▶ **Try it**
Filter the records down to the lines that hold the word "Travessa", and copy each of those lines.

Data for processing START

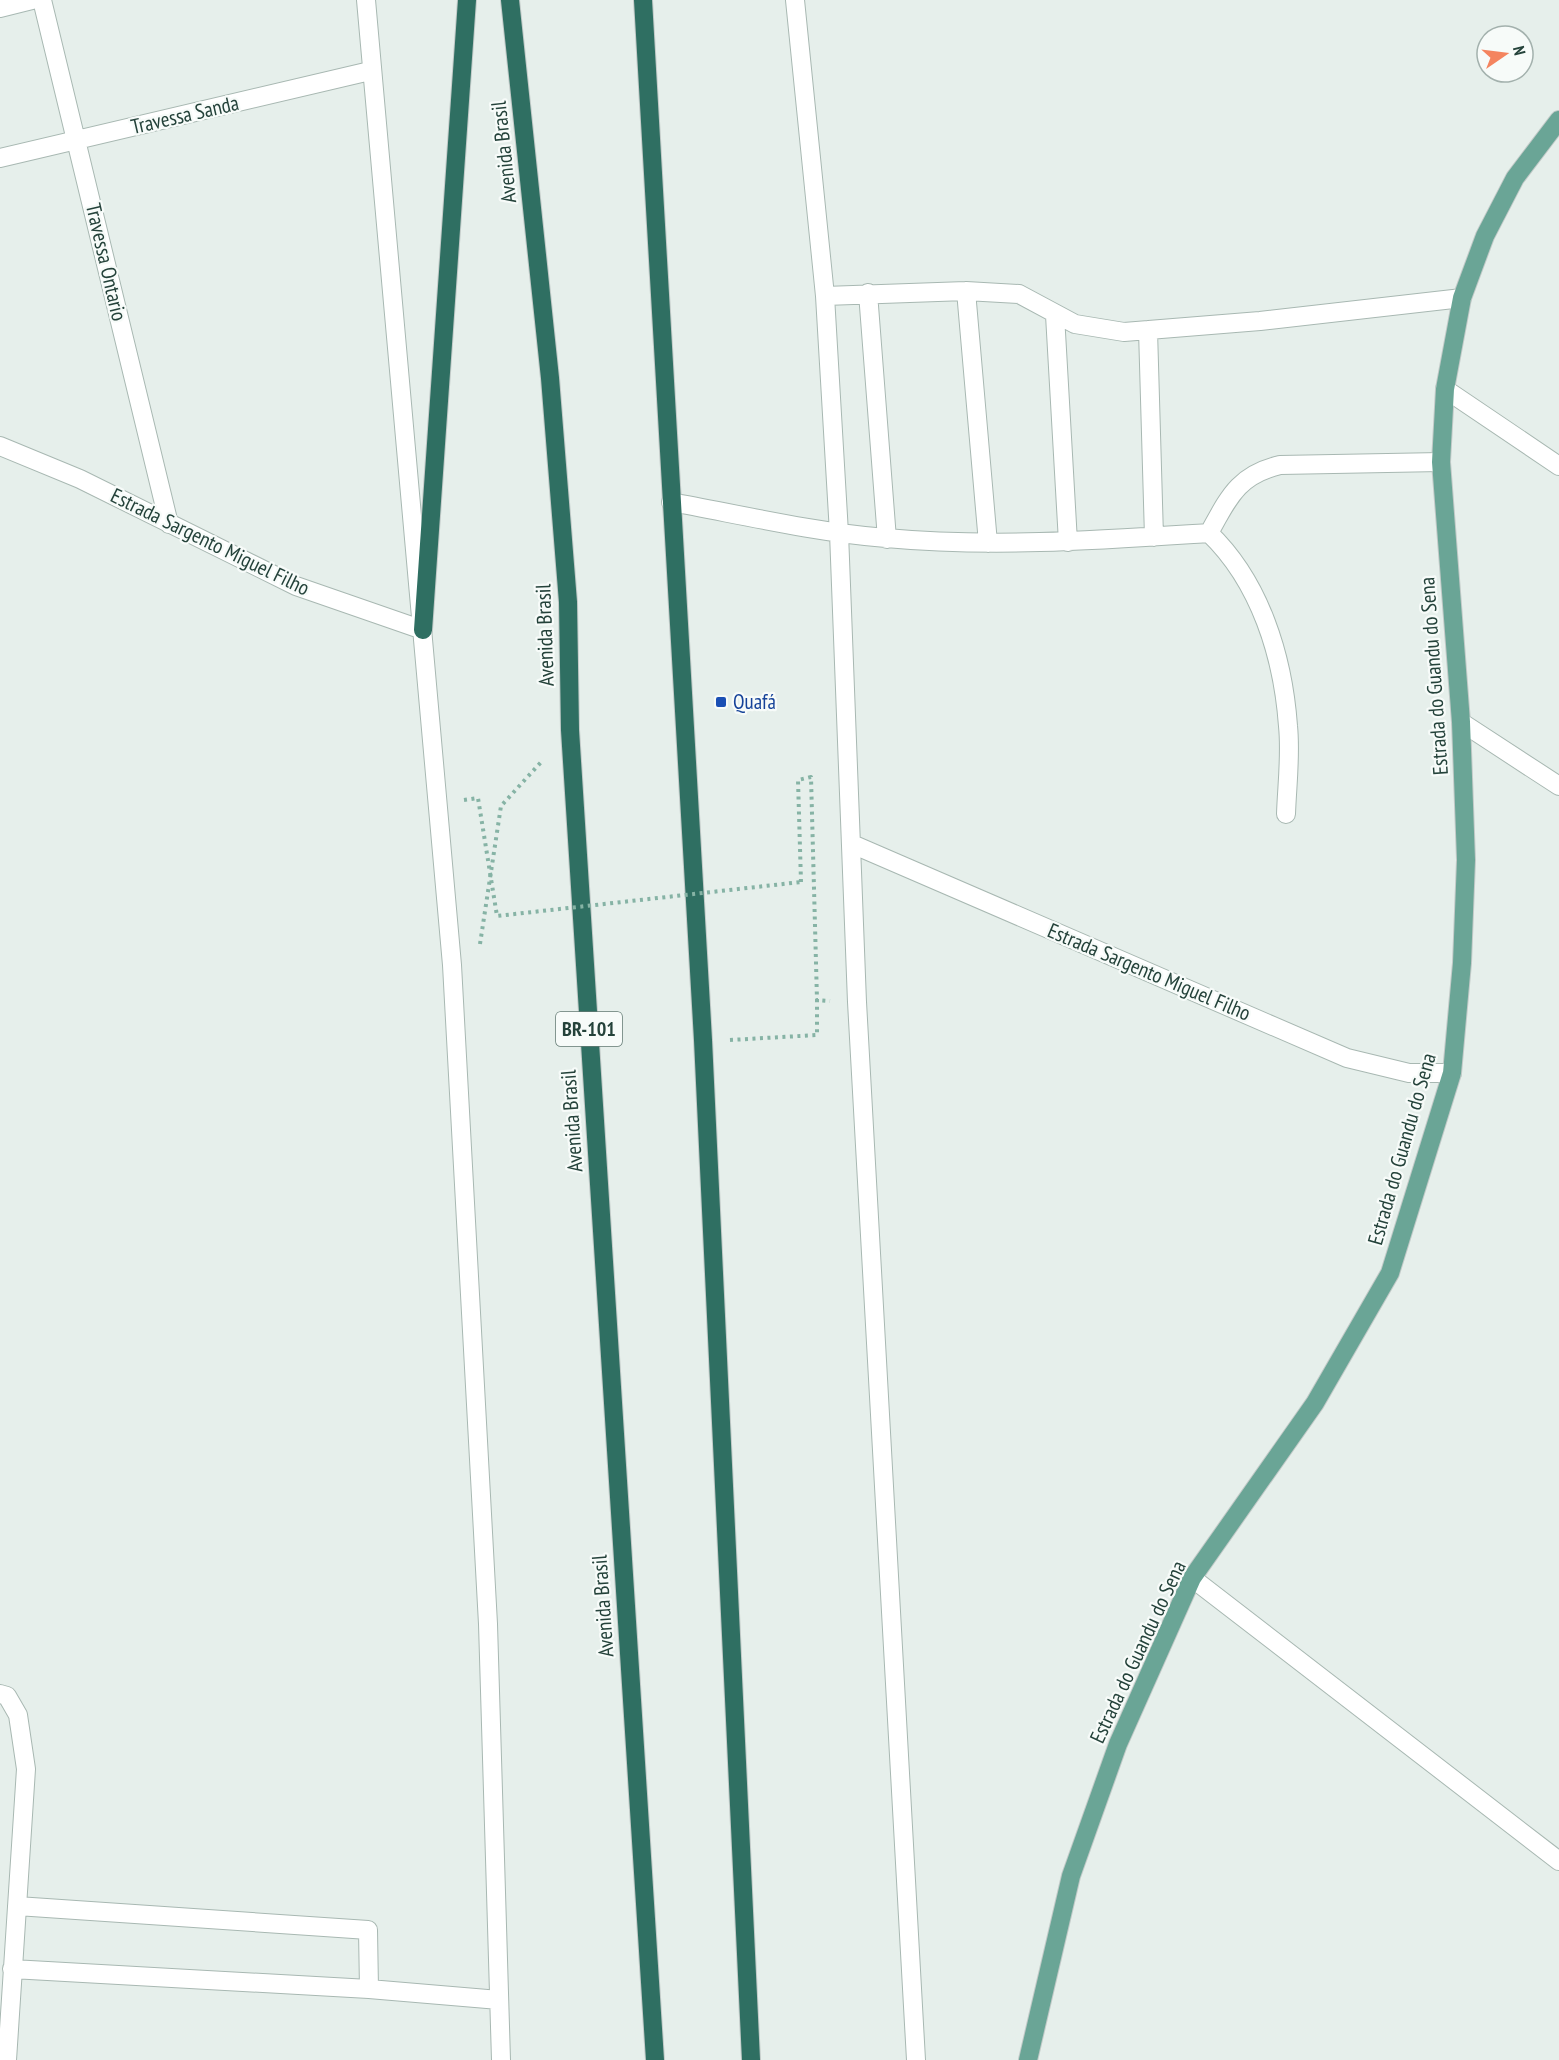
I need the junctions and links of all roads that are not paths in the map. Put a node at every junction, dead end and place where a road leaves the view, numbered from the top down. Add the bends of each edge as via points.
1 (32, 0) edge
2 (42, 0) edge
3 (366, 0) edge
4 (467, 0) edge
5 (510, 0) edge
6 (643, 0) edge
7 (795, 0) edge
8 (0, 8) edge
9 (370, 71) junction
10 (1559, 120) edge
11 (77, 140) junction
12 (0, 158) edge
13 (966, 291) junction
14 (868, 293) junction
15 (825, 296) junction
16 (1462, 298) junction
17 (1055, 315) junction
18 (1148, 330) junction
19 (1445, 389) junction
20 (0, 447) edge
21 (1441, 462) junction
22 (1559, 466) edge
23 (671, 502) junction
24 (169, 524) junction
25 (838, 533) junction
26 (1209, 533) junction
27 (1154, 537) junction
28 (887, 538) junction
29 (1068, 542) junction
30 (988, 543) junction
31 (423, 630) junction
32 (1461, 722) junction
33 (1559, 786) edge
34 (1286, 814) dead end
35 (852, 844) junction
36 (1452, 1073) junction
37 (1192, 1578) junction
38 (0, 1694) edge
39 (1559, 1860) edge
40 (16, 1906) junction
41 (12, 1969) junction
42 (369, 1989) junction
43 (499, 2000) junction
44 (7, 2060) edge
45 (501, 2060) edge
46 (655, 2060) edge
47 (751, 2060) edge
48 (916, 2060) edge
49 (1028, 2060) edge

1 - 8 street
2 - 11 street, Travessa Ontario
3 - 9 street
4 - 31 highway
5 - 46 highway, Avenida Brasil / BR-101 via 551,390 568,602 570,730
6 - 23 highway
7 - 15 street
9 - 11 street, Travessa Sanda
9 - 31 street
10 - 16 main road, Estrada do Guandu do Sena via 1515,178 1485,236
11 - 12 street, Travessa Sanda
11 - 24 street, Travessa Ontario
13 - 14 street
13 - 17 street via 1019,294
13 - 30 street
14 - 15 street
14 - 28 street
15 - 25 street
16 - 18 street
16 - 19 main road, Estrada do Guandu do Sena
17 - 18 street via 1099,329
17 - 29 street
18 - 27 street
19 - 21 main road, Estrada do Guandu do Sena
19 - 22 street
20 - 24 street, Estrada Sargento Miguel Filho via 80,479
21 - 26 street via 1280,465 1258,470 1226,502
21 - 32 main road, Estrada do Guandu do Sena
23 - 25 street
23 - 47 highway via 703,1040
24 - 31 street, Estrada Sargento Miguel Filho via 296,586
25 - 28 street
25 - 35 street
26 - 27 street
26 - 34 street via 1241,571 1271,639 1284,687 1288,728
27 - 29 street
28 - 30 street
29 - 30 street
31 - 43 street via 452,965 488,1623
32 - 33 street
32 - 36 main road, Estrada do Guandu do Sena via 1466,860
35 - 36 street, Estrada Sargento Miguel Filho via 1347,1058 1409,1073
35 - 48 street via 857,1002
36 - 37 main road, Estrada do Guandu do Sena via 1390,1273 1316,1403
37 - 39 street
37 - 49 main road, Estrada do Guandu do Sena via 1118,1744 1071,1876
38 - 40 street via 7,1696 18,1715 26,1769
40 - 41 street
40 - 42 street via 368,1930
41 - 42 street
41 - 44 street
42 - 43 street
43 - 45 street

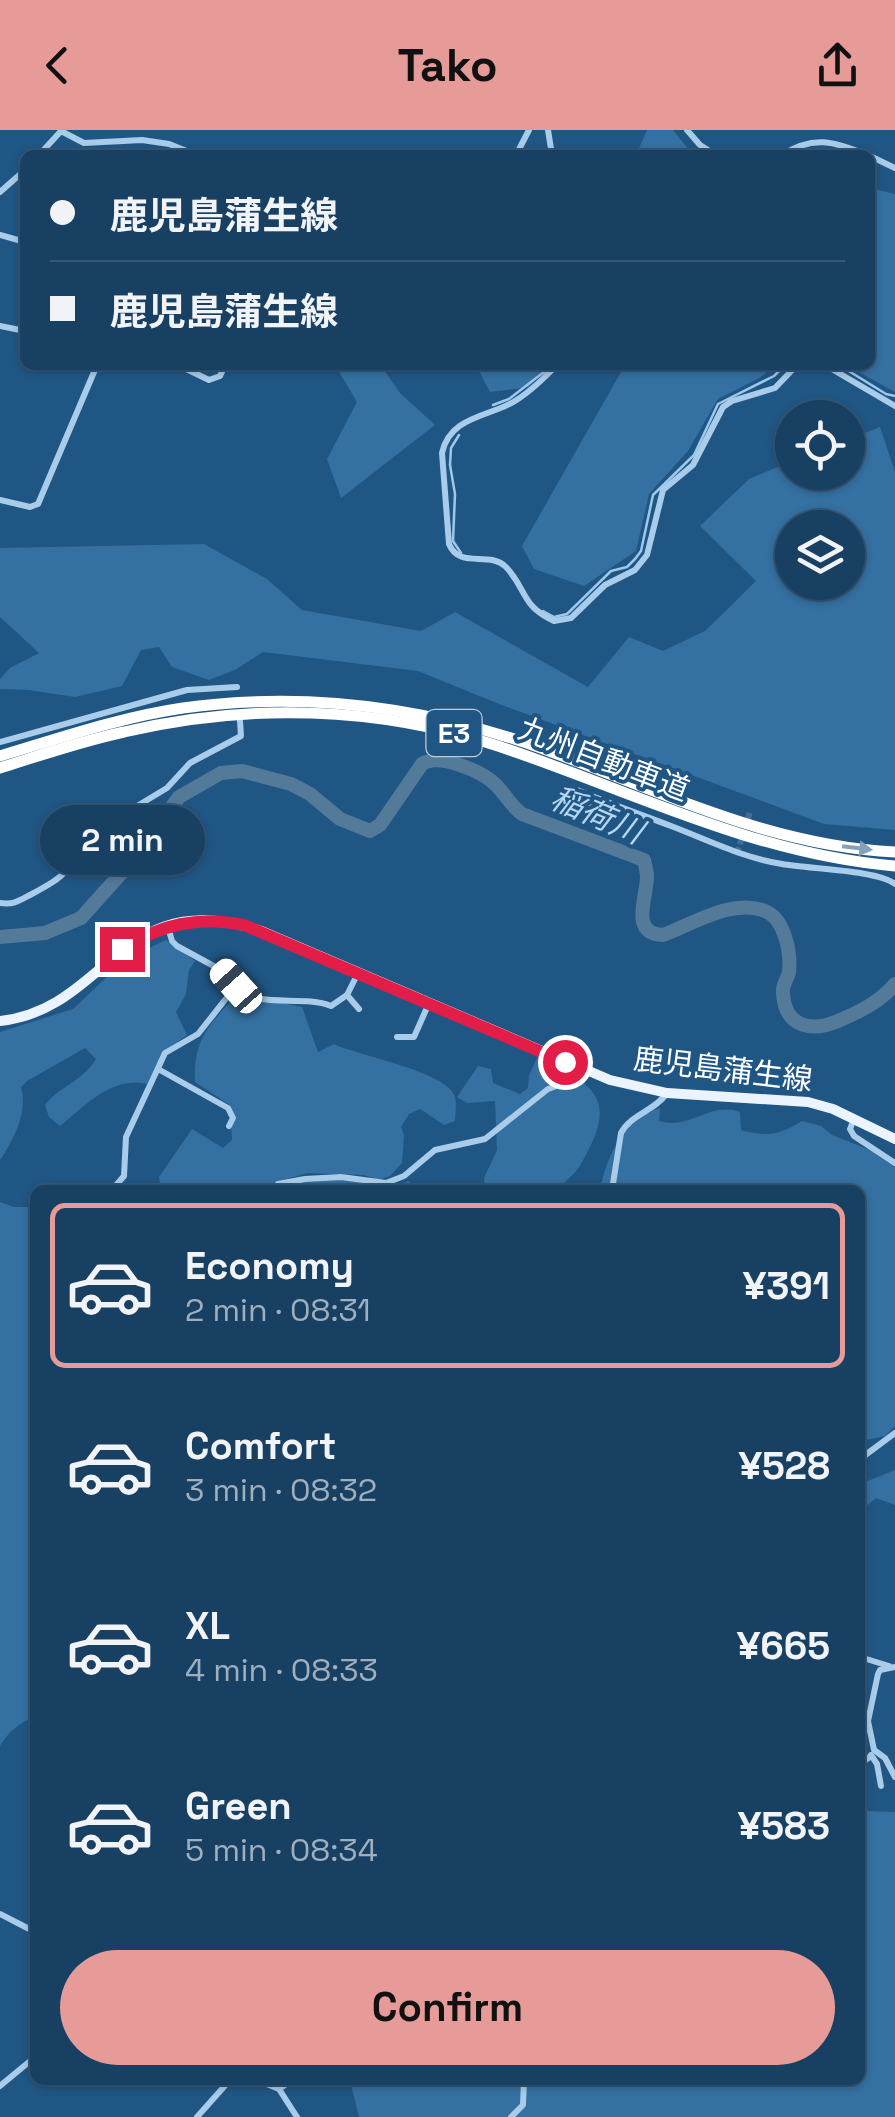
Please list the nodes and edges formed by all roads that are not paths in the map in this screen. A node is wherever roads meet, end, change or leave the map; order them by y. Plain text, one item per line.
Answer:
1 (687, 130) edge
2 (62, 131) edge
3 (44, 150) edge
4 (184, 150) edge
5 (708, 150) edge
6 (791, 150) edge
7 (852, 150) edge
8 (20, 174) edge
9 (0, 192) edge
10 (95, 370) edge
11 (188, 370) edge
12 (223, 370) edge
13 (551, 370) edge
14 (793, 370) edge
15 (834, 370) edge
16 (895, 406) edge
17 (0, 500) edge
18 (237, 688) dead end
19 (240, 721) dead end
20 (0, 742) edge
21 (0, 756) edge
22 (0, 768) edge
23 (608, 803) junction
24 (895, 852) edge
25 (895, 866) edge
26 (895, 884) edge
27 (0, 903) edge
28 (168, 925) junction
29 (358, 973) junction
30 (236, 986) junction
31 (347, 995) junction
32 (428, 1003) junction
33 (359, 1009) dead end
34 (0, 1021) edge
35 (397, 1037) dead end
36 (158, 1069) junction
37 (588, 1072) junction
38 (667, 1093) junction
39 (854, 1119) junction
40 (229, 1126) dead end
41 (895, 1139) edge
42 (895, 1163) edge
43 (116, 1185) edge
44 (277, 1185) edge
45 (613, 1185) edge
46 (895, 1434) edge
47 (865, 1455) edge
48 (865, 1659) edge
49 (893, 1667) edge
50 (872, 1753) junction
51 (865, 1759) edge
52 (895, 1777) edge
53 (881, 1786) dead end
54 (0, 1914) edge
55 (30, 1929) edge
56 (30, 2061) edge
57 (226, 2085) edge
58 (271, 2085) edge
59 (284, 2085) edge
60 (524, 2085) edge
61 (0, 2086) edge
62 (279, 2088) junction
63 (197, 2117) edge
64 (297, 2117) edge
65 (510, 2117) edge

1 - 5 street
2 - 3 street
2 - 4 street
6 - 7 street
8 - 9 street
10 - 17 street
11 - 12 street
13 - 14 street
15 - 16 street
18 - 20 street
19 - 27 street
21 -> 24 highway, 九州自動車道 / E3
22 - 25 highway, 九州自動車道 / E3
23 - 23 street
23 - 26 street
28 - 29 main road, 鹿児島蒲生線
28 - 30 street
28 - 34 main road, 鹿児島蒲生線
29 - 31 street
29 - 32 main road, 鹿児島蒲生線
30 - 31 street
30 - 36 street
31 - 33 street
32 - 35 street
32 - 37 main road, 鹿児島蒲生線
36 - 40 street
36 - 43 street
37 - 38 main road, 鹿児島蒲生線
37 - 44 street
38 - 39 main road, 鹿児島蒲生線
38 - 45 street
39 - 41 main road, 鹿児島蒲生線
39 - 42 street
46 - 47 street
48 - 49 street
49 - 50 street
50 - 51 street
50 - 52 street
50 - 53 street
54 - 55 street
56 - 61 street
57 - 63 street
58 - 62 street
59 - 62 street
60 - 65 street
62 - 64 street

Data for processing END

▶ **Written answer**
2 - 11 street, Travessa Ontario
9 - 11 street, Travessa Sanda
11 - 12 street, Travessa Sanda
11 - 24 street, Travessa Ontario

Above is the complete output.